TEMPO.CO, Jakarta – Menteri Perhubungan Budi Karya Sumadi memastikan kementeriannya tidak akan ikut campur mengatur besaran tarif tiket pesawat. Sebab, besaran harga tiket pesawat semestinya dilepas ke mekanisme pasar.
Simak: Rapat di DPR, Menhub Budi Karya Dicecar Soal Tiket Pesawat
“Di dalam undang-undang, kami hanya diamanahkan menentukan tarif batas atas dan tarif batas bawah,” ujar Budi Karya dalam rapat kerja bersama Komisi V Dewan Perwakilan Rakyat di kompleks parlemen, Senayan, Jakarta, Rabu, 12 Juni 2019.
Pernyataan Budi Karya ini menanggapi sejumlah kritik anggota parlemen Komisi V yang mengkomplain kondisi harga tiket pesawat. Komidi V menilai, harga tiket yang beredar di pasar telah melampaui daya beli masyarakat.
Kritik itu salah satunya diujarkan oleh politikus Partai Demokrat, Willem Wandik. Ia berujar, tingginya tarif pesawat telah menghambat mobilisasi masyarakat Papua. Dia lantas mengusulkan pemerintah mengatur kebijakan memberi harga khusus untuk perjalanan udara dari dan menuju Papua.
Menurut Budi Karya, entitas yang memiliki otoritas terhadap perkara harga tiket pesawat adalah Kementerian Badan Usaha Milik Negara atau BUMN dan Komisi Pengawas Persaingan Usaha alias KPPU. BUMN dinilai memiliki porsi untuk ‘bicara’ soal harga tiket karena negara memiliki saham mayoritas di maskapai penerbangan Garuda Indonesia.

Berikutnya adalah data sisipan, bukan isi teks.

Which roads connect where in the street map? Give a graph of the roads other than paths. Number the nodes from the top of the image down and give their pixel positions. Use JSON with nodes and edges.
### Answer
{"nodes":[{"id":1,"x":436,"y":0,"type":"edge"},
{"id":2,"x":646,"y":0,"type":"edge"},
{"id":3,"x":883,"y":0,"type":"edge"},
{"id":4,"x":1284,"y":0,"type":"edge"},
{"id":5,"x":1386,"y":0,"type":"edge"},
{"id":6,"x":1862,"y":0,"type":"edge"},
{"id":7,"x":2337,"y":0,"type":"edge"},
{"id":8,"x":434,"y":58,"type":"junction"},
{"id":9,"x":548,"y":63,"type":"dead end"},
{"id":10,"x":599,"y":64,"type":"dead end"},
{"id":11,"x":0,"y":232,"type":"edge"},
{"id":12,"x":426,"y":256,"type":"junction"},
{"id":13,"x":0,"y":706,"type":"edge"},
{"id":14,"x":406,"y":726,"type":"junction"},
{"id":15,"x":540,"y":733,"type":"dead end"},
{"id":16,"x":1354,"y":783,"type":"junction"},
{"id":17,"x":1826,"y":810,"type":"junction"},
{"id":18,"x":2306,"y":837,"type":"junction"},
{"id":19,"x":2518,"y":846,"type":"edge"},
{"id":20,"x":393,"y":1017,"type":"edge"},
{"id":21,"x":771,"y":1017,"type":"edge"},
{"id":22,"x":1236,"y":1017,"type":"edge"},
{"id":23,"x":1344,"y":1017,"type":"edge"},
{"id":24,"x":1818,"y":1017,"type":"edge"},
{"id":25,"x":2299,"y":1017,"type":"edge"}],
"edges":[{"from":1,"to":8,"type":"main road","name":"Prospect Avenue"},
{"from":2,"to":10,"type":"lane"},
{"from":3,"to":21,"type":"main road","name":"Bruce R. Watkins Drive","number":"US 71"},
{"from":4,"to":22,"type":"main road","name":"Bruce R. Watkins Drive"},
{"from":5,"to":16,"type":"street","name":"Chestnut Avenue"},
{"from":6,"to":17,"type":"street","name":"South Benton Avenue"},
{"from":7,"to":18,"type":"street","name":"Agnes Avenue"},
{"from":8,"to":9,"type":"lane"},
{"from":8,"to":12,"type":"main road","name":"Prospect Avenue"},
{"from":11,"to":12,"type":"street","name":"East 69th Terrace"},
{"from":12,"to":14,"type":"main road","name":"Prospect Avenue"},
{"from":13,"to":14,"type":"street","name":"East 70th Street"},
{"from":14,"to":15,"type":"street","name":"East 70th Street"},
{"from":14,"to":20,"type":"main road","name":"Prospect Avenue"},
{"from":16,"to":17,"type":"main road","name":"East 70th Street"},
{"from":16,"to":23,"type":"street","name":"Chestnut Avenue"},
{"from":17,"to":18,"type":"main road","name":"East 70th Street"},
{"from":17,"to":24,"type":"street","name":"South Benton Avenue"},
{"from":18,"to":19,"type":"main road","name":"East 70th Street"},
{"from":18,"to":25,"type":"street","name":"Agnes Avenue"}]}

“Garuda adalah leading price. Kalau maskapai menetapkan harga, yang lain ikut,” ucapnya.
Sementara itu, KPPU memiliki porsi menginvestigasi dan menindaklajuti perusahaan maskapai bila komisi mengendus ada kecurangan dari praktik duopoli. Duopoli ditengarai terjadi lantaran saat ini maskapai di Indonesia hanya dikuasai dua perusahaan besar, yakni Garuda Indonesia Group dan Lion Air Group.
Simak: Selain Harga Tiket Pesawat, Biaya Logistik di RI Dinilai Mahal
Meski demikian, Budi Karya memastikan saat ini tak ada maskapai asing yang melanggar tarif atas maupun bawah. Hanya, harga yang ditawarkan tak dimungkiri menyentuh tarif batas atas tiket pesawat.